--- START ---
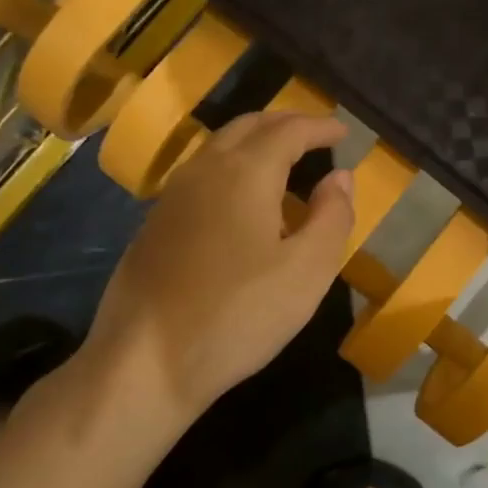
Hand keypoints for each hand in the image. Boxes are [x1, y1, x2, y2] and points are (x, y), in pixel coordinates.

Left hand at [81, 111, 354, 425]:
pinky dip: (232, 167)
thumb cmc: (238, 315)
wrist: (145, 362)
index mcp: (245, 173)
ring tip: (284, 161)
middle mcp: (204, 170)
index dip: (319, 127)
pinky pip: (201, 174)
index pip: (288, 130)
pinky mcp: (154, 224)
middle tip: (315, 136)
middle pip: (248, 126)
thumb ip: (332, 217)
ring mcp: (172, 196)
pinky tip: (242, 200)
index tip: (342, 133)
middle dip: (285, 124)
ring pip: (219, 148)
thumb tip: (340, 178)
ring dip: (255, 142)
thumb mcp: (307, 271)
--- END ---
Without the pictures, give back the entries exactly.

#### Solution for this exercise
Hand keypoints for each hand in the image. Boxes are [x1, y1, x2, y2] and points are (x, y), in pixel coordinates.

Left hand at [81, 111, 354, 425]:
pinky dip: (232, 167)
thumb cmc: (238, 315)
wrist: (145, 362)
index mcp: (245, 173)
ring tip: (284, 161)
middle mcp: (204, 170)
index dip: (319, 127)
pinky pip: (201, 174)
index pip: (288, 130)
pinky mcp: (154, 224)
middle tip: (315, 136)
middle pip: (248, 126)
thumb ip: (332, 217)
ring mcp: (172, 196)
pinky tip: (242, 200)
index tip: (342, 133)
middle dip: (285, 124)
ring pip: (219, 148)
thumb tip: (340, 178)
ring dip: (255, 142)
thumb mcp: (307, 271)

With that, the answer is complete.